- INPUT RECORDS -
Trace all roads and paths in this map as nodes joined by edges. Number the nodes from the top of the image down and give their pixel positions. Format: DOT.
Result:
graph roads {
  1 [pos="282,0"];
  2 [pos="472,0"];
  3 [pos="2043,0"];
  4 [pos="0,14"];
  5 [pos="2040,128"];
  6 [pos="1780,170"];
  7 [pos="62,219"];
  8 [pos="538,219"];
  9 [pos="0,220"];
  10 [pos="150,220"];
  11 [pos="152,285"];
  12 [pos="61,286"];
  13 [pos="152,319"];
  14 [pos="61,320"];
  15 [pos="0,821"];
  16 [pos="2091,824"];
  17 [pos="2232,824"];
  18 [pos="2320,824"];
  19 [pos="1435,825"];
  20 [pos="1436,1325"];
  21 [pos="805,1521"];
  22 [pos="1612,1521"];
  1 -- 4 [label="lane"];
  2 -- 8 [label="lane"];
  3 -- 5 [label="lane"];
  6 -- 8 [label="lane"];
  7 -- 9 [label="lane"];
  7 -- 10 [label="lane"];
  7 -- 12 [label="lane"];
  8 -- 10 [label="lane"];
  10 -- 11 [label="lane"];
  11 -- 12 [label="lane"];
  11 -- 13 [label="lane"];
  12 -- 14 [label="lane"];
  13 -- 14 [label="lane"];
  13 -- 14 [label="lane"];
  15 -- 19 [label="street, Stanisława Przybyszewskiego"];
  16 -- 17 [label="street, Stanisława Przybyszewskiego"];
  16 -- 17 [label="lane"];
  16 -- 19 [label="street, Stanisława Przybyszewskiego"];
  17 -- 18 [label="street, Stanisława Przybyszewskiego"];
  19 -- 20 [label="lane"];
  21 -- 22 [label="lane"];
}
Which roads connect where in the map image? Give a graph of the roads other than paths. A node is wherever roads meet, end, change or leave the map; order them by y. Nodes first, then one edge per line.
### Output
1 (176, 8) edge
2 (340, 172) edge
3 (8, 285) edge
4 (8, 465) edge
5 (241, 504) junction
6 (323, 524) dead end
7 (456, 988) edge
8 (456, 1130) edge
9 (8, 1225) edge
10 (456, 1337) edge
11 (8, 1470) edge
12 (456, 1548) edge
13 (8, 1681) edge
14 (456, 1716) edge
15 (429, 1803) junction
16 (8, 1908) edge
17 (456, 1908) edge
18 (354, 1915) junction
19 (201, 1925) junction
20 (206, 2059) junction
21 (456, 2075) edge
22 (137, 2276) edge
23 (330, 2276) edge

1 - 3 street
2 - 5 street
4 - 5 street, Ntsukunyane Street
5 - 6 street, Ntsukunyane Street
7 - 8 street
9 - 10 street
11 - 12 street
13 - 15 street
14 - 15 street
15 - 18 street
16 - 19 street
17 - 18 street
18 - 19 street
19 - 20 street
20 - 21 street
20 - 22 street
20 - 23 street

- WORK REQUIRED -
Your task is to repeat the entries exactly.

- ANSWER SPACE -
Trace all roads and paths in this map as nodes joined by edges. Number the nodes from the top of the image down and give their pixel positions. Format: DOT.
Result:
graph roads {
  1 [pos="282,0"];
  2 [pos="472,0"];
  3 [pos="2043,0"];
  4 [pos="0,14"];
  5 [pos="2040,128"];
  6 [pos="1780,170"];
  7 [pos="62,219"];
  8 [pos="538,219"];
  9 [pos="0,220"];
  10 [pos="150,220"];
  11 [pos="152,285"];
  12 [pos="61,286"];
  13 [pos="152,319"];
  14 [pos="61,320"];
  15 [pos="0,821"];
  16 [pos="2091,824"];
  17 [pos="2232,824"];
  18 [pos="2320,824"];
  19 [pos="1435,825"];
  20 [pos="1436,1325"];
  21 [pos="805,1521"];
  22 [pos="1612,1521"];
  1 -- 4 [label="lane"];
  2 -- 8 [label="lane"];
  3 -- 5 [label="lane"];
  6 -- 8 [label="lane"];
  7 -- 9 [label="lane"];
  7 -- 10 [label="lane"];
  7 -- 12 [label="lane"];
  8 -- 10 [label="lane"];
  10 -- 11 [label="lane"];
  11 -- 12 [label="lane"];
  11 -- 13 [label="lane"];
  12 -- 14 [label="lane"];
  13 -- 14 [label="lane"];
  13 -- 14 [label="lane"];
  15 -- 19 [label="street, Stanisława Przybyszewskiego"];
  16 -- 17 [label="street, Stanisława Przybyszewskiego"];
  16 -- 17 [label="lane"];
  16 -- 19 [label="street, Stanisława Przybyszewskiego"];
  17 -- 18 [label="street, Stanisława Przybyszewskiego"];
  19 -- 20 [label="lane"];
  21 -- 22 [label="lane"];
}
Which roads connect where in the map image? Give a graph of the roads other than paths. A node is wherever roads meet, end, change or leave the map; order them by y. Nodes first, then one edge per line.
### Output
1 (176, 8) edge
2 (340, 172) edge
3 (8, 285) edge
4 (8, 465) edge
5 (241, 504) junction
6 (323, 524) dead end
7 (456, 988) edge
8 (456, 1130) edge
9 (8, 1225) edge
10 (456, 1337) edge
11 (8, 1470) edge
12 (456, 1548) edge
13 (8, 1681) edge
14 (456, 1716) edge
15 (429, 1803) junction
16 (8, 1908) edge
17 (456, 1908) edge
18 (354, 1915) junction
19 (201, 1925) junction
20 (206, 2059) junction
21 (456, 2075) edge
22 (137, 2276) edge
23 (330, 2276) edge

1 - 3 street
2 - 5 street
4 - 5 street, Ntsukunyane Street
5 - 6 street, Ntsukunyane Street
7 - 8 street
9 - 10 street
11 - 12 street
13 - 15 street
14 - 15 street
15 - 18 street
16 - 19 street
17 - 18 street
18 - 19 street
19 - 20 street
20 - 21 street
20 - 22 street
20 - 23 street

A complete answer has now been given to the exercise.